Why take an axe to the area that saves the budget the most money: primary health care? Why put an impost here? Study after study shows this, as the article states:

"Overseas studies have shown that there is little evidence of health care cost reduction from introducing co-payments. The evidence suggests that long term health costs will be higher due to patients deferring necessary care, resulting in increased hospitalisation and progression of disease," the study said.

"International evidence overwhelmingly suggests that the most efficient, effective and equitable health systems have a strong primary care focus.

"We believe that if Australia is to maintain an efficient and equitable health care system, general practice requires investment, not reductions."

The researchers are saying this; it is not out of the mouths of the ALP.

More and more studies go on to find that the overwhelming issue will be that more people will choose not to go and see a doctor and more people will choose not to get their medicines. This will put costs onto the health system; it will not reduce costs.

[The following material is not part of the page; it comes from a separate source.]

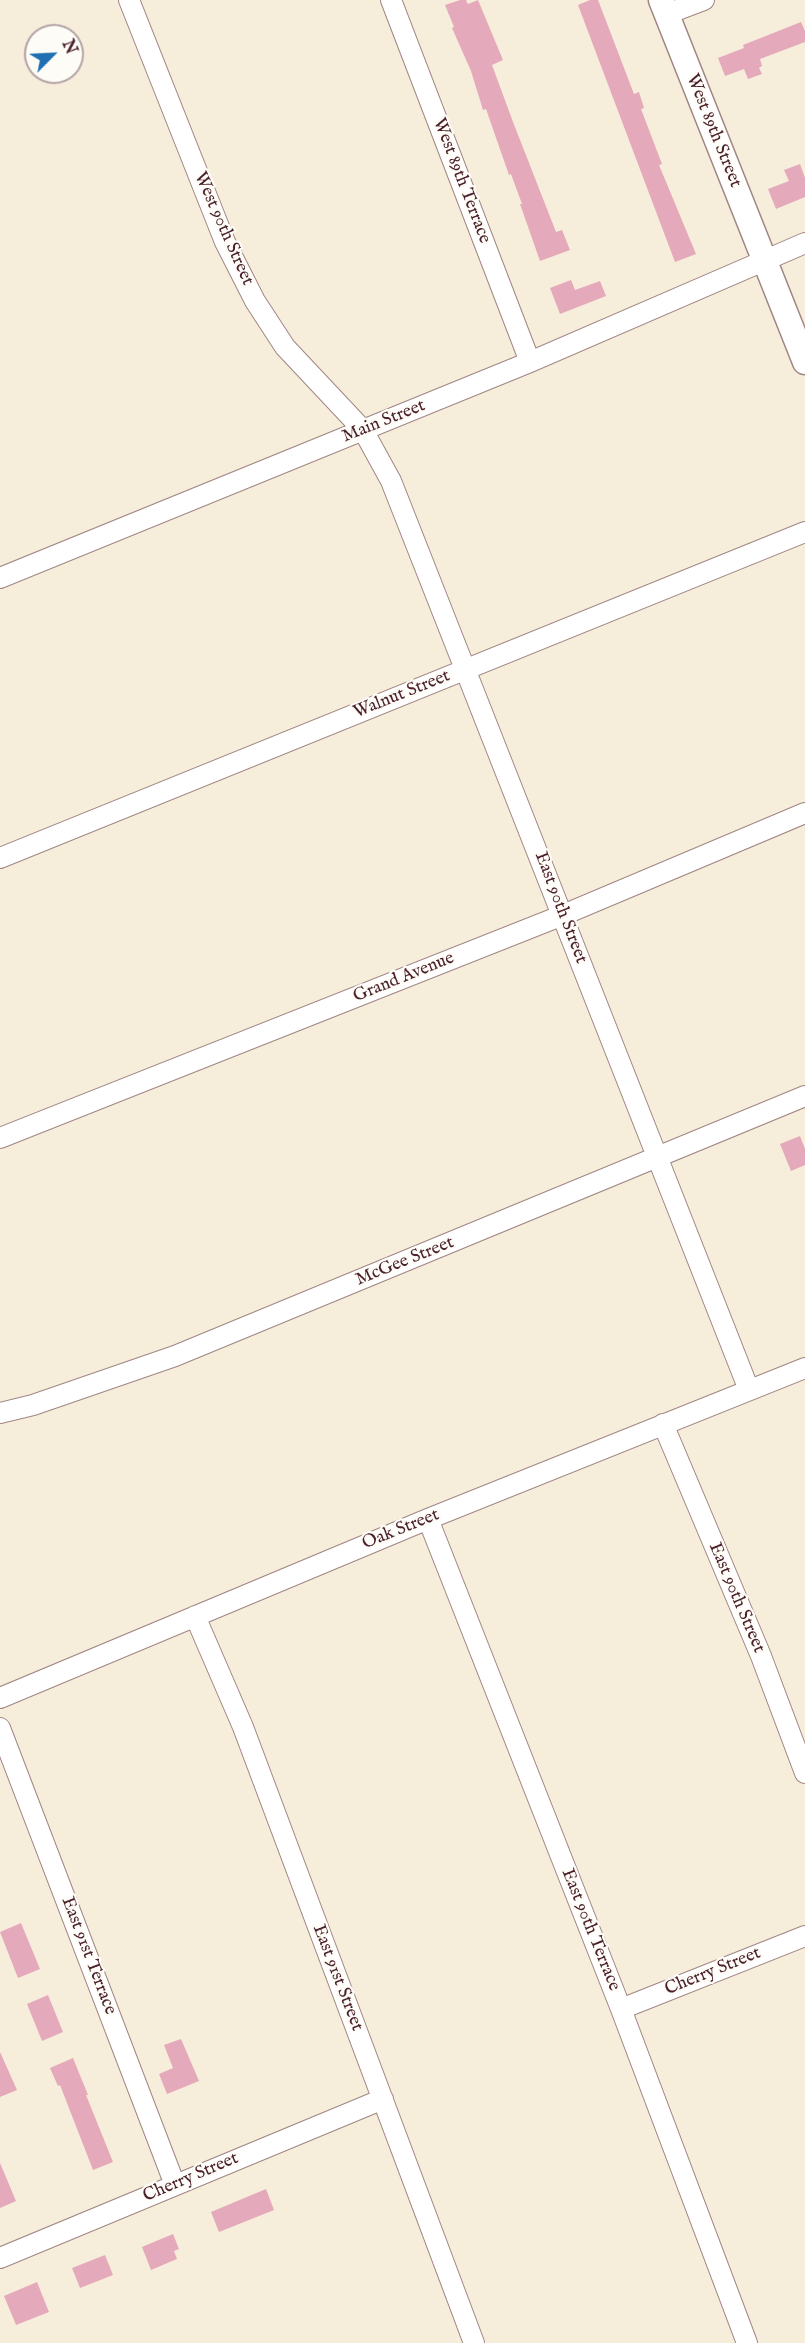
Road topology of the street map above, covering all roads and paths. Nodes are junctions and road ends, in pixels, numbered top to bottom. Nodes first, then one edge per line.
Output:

This is a callous measure that does not achieve the aim it is seeking. Why are we impacting the most vulnerable to bandaid a budget emergency that is not happening? Why are we doing this to the people in our community who can least afford it? Many people in my community already pay, as I do, a co-payment to see their doctor. Many people in my community will not feel the pain, but many well. Certainly those in the older age bracket will make the choice of seeing the doctor and getting their script filled or not doing that. That is not a choice that an Australian should have to make.